Some of these we know more about than others, and today it is the turn of Henry Jackson who was there during the 1840s and perhaps earlier.
He crops up in the census return the tithe records and the rate books and will still have been remembered by many when Thomas Ellwood wrote his series of articles about Chorlton in the winter and spring of 1885-6.
His was one of the bigger farms in the area, covering 220 acres and employing five labourers some of whom lived in the Hall.
And by one of those wonderful strokes of luck we have an inventory of the farm equipment which came up for sale on his death in 1849.

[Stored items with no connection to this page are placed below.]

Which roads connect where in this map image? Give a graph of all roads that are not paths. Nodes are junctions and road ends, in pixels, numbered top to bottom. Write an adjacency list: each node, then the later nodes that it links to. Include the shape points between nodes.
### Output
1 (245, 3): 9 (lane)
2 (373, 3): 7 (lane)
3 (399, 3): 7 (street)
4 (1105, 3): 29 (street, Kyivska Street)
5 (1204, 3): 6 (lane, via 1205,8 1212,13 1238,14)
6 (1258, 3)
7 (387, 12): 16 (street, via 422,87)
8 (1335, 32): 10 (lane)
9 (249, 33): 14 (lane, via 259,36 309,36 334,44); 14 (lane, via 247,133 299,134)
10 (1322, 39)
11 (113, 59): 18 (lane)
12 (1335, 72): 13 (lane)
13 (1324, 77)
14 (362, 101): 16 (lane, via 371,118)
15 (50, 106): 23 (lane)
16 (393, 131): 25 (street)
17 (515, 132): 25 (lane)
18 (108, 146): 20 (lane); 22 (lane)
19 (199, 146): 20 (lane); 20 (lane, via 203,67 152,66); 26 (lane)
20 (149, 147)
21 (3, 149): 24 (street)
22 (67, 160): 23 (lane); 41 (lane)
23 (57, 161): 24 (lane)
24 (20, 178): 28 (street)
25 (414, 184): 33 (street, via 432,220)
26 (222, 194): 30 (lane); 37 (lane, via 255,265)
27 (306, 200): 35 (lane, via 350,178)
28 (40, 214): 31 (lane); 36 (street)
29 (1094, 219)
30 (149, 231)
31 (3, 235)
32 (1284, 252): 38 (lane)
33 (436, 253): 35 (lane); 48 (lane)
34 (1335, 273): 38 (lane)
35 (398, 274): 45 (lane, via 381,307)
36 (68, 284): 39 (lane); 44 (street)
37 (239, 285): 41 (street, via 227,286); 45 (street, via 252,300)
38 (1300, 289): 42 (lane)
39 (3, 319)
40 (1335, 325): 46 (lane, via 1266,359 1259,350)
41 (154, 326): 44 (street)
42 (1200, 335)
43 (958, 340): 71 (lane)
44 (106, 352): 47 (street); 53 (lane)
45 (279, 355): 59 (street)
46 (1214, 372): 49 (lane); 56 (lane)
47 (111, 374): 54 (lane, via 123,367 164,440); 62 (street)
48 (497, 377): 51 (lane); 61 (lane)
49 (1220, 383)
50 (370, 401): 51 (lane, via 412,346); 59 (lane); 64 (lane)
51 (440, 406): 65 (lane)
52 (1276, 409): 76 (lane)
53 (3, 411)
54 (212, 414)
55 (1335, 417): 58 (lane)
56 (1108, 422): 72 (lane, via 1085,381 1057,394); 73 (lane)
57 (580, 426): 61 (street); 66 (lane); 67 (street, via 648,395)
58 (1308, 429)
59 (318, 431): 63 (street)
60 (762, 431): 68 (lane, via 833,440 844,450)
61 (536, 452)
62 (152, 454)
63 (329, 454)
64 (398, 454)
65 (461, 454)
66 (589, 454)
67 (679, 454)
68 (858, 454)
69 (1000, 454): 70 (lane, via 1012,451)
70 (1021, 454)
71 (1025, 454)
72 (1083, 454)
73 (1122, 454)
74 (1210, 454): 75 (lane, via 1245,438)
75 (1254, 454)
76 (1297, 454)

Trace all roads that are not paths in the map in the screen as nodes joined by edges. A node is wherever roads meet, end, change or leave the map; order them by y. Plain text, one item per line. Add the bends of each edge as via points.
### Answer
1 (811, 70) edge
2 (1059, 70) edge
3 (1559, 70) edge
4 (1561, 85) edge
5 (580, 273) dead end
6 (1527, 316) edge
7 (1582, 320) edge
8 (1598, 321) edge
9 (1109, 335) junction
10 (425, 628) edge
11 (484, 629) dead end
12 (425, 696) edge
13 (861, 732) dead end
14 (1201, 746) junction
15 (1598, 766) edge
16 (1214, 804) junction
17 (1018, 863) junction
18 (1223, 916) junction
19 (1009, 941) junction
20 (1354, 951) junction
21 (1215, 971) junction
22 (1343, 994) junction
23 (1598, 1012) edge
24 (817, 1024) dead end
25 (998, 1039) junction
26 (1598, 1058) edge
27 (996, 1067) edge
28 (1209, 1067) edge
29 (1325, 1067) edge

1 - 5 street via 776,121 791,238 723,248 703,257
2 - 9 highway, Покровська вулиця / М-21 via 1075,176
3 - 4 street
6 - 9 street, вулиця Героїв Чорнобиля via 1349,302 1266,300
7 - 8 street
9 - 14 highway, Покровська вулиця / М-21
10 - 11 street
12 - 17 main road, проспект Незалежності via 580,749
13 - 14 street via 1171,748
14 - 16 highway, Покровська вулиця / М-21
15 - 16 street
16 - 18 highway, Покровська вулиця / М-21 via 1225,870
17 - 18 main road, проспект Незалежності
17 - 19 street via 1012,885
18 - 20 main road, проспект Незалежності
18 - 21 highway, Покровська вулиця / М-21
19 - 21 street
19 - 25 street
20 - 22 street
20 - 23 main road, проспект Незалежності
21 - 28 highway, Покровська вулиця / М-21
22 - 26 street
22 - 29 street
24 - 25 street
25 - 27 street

Executors of the late Mr Henry Jackson, of Hough End Hall, in Chorlton-cum-Hardy, in the county of Lancaster, to Sell BY AUCTION, on Tuesday, February 6th 1849, and following days, until the whole is disposed of the truly Valuable STOCK OF DAIRY COWS, HORSES, HUSBANDRY IMPLEMENTS, PRODUCE, &c.
The Hall in 1895 |
One excellent gig and harness, several ploughs, double ploughs, cultivators, scarifies, seed and other harrows, winnowing machine, sieves and riddles, stack sheets, and poles, pair of smiths’ bellows, vices, anvils, a great variety of smiths’ and joiners’ tools, a large quantity of old iron, ladders dung, wash and wheelbarrows, thrashing machine, an variety of husbandry implements necessary for carrying on an extensive farm; one fat pig, poultry, ducks, boilers and fixtures, tankards &c.
The produce comprises about 300 thraves of wheat, 600 thraves of oats, 80 thraves of horse beans, 100 tons of hay, 100 loads of potatoes of various sorts, 30 tons of Swede turnips. &c.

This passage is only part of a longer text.